- Exercise -
Search each line below for the word "Baltimore" and list those that contain it.

Segment Open

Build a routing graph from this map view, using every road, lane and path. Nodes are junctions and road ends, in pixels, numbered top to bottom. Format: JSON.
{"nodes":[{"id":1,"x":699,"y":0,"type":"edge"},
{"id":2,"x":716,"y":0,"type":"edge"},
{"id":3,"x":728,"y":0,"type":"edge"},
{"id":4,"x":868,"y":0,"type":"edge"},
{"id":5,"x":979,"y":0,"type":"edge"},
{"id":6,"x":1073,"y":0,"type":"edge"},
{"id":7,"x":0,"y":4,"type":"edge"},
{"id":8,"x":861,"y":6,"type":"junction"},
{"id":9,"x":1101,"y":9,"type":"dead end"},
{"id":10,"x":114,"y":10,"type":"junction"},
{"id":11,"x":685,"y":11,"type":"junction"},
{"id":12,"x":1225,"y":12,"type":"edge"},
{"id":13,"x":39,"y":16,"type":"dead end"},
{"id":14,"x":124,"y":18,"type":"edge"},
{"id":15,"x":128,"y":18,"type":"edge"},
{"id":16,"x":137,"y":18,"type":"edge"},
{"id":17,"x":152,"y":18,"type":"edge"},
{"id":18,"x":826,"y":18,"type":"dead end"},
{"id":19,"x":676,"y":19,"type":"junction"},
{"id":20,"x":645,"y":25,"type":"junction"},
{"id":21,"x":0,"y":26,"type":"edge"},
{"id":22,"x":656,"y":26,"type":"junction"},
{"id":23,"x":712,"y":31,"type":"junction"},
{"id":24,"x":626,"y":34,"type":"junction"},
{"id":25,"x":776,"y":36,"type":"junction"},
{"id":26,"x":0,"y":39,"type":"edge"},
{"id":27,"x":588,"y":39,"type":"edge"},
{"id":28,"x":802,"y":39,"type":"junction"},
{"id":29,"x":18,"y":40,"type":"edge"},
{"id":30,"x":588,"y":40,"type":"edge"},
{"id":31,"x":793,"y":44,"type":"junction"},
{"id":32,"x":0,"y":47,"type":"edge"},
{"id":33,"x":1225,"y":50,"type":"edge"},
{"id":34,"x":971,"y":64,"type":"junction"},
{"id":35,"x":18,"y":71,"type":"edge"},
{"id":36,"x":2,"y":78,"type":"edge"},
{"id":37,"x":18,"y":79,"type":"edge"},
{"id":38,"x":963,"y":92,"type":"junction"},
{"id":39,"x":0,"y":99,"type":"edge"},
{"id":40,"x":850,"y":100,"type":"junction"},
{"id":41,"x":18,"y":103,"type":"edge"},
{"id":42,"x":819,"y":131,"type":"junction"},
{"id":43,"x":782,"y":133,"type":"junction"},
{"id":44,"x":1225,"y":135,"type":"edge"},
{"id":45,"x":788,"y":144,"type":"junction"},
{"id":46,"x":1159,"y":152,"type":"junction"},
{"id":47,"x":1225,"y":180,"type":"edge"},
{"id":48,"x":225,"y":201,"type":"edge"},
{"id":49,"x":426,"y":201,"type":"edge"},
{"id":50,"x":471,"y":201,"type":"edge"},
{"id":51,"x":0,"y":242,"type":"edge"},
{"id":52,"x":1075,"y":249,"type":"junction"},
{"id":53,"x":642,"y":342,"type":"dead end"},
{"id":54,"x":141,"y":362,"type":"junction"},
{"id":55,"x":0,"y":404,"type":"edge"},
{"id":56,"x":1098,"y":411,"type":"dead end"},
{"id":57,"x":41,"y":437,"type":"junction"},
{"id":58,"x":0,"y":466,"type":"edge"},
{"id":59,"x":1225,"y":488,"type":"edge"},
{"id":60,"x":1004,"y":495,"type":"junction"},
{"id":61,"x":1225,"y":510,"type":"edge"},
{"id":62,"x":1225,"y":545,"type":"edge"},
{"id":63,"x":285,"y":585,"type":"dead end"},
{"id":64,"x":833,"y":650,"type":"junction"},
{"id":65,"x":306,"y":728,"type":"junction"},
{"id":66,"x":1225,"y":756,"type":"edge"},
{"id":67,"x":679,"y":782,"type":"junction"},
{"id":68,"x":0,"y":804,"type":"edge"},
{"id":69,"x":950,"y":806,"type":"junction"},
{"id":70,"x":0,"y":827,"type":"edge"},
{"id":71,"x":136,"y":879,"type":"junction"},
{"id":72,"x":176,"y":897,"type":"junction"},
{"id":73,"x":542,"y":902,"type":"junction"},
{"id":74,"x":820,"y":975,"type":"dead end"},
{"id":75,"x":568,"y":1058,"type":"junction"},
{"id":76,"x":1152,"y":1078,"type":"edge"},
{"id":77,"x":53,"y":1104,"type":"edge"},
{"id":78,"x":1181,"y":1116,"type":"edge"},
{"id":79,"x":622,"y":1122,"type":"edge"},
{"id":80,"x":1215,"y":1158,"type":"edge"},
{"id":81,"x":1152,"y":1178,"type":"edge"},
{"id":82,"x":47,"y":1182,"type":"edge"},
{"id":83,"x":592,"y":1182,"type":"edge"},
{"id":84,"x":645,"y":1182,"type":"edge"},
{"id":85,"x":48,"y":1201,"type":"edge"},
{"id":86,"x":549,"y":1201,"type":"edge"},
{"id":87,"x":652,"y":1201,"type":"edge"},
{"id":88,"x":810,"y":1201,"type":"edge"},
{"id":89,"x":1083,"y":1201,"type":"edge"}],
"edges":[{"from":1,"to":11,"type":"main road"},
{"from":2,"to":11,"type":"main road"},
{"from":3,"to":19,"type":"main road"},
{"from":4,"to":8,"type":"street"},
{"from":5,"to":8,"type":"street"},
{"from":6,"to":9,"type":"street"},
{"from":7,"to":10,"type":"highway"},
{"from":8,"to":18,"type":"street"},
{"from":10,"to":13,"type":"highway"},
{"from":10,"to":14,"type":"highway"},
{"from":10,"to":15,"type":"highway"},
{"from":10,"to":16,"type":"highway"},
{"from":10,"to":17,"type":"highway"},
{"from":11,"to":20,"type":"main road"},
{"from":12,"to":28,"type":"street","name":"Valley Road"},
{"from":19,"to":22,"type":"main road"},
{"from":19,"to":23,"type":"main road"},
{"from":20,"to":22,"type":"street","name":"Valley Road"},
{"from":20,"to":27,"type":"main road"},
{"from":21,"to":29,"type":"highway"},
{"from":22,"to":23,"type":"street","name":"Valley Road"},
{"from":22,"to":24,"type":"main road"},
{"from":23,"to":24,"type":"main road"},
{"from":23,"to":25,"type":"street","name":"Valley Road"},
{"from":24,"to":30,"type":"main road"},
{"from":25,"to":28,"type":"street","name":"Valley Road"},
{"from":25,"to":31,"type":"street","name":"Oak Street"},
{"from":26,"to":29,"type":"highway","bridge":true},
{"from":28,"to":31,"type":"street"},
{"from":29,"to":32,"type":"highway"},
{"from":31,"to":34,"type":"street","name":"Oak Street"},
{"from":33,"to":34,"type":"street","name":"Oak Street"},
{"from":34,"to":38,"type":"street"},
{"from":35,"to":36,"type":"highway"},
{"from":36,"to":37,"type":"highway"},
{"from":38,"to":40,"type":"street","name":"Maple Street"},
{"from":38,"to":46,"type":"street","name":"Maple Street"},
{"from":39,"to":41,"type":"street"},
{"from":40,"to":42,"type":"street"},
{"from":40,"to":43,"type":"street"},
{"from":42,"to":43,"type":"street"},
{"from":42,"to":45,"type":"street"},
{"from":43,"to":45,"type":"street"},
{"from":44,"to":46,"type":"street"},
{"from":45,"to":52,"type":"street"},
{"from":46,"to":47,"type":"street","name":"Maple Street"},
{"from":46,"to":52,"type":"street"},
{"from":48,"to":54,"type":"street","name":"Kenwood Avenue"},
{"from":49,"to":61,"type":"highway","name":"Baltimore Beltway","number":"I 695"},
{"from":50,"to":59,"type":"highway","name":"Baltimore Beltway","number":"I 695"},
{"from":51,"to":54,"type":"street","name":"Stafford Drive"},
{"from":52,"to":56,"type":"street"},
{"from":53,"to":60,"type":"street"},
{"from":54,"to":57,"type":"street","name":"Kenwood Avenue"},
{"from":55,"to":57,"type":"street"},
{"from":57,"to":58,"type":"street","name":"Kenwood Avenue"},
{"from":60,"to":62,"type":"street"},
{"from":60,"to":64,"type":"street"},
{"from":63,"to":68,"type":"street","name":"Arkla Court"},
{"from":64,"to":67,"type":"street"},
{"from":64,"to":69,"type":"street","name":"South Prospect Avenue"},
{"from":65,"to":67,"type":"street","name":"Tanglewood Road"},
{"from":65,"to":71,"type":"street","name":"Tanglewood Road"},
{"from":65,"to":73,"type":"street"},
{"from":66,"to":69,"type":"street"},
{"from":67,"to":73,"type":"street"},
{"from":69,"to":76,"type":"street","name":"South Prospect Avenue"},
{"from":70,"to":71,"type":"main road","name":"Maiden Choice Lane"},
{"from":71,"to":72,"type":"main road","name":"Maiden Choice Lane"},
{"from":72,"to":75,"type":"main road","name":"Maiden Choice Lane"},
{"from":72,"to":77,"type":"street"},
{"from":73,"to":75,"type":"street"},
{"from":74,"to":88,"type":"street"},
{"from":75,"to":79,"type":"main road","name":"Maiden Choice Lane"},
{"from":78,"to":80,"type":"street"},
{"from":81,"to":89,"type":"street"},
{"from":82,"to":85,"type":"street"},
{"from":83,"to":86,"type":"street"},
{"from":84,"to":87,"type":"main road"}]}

Segment Closed

- Answer space -
{"from":49,"to":61,"type":"highway","name":"Baltimore Beltway","number":"I 695"},
{"from":50,"to":59,"type":"highway","name":"Baltimore Beltway","number":"I 695"},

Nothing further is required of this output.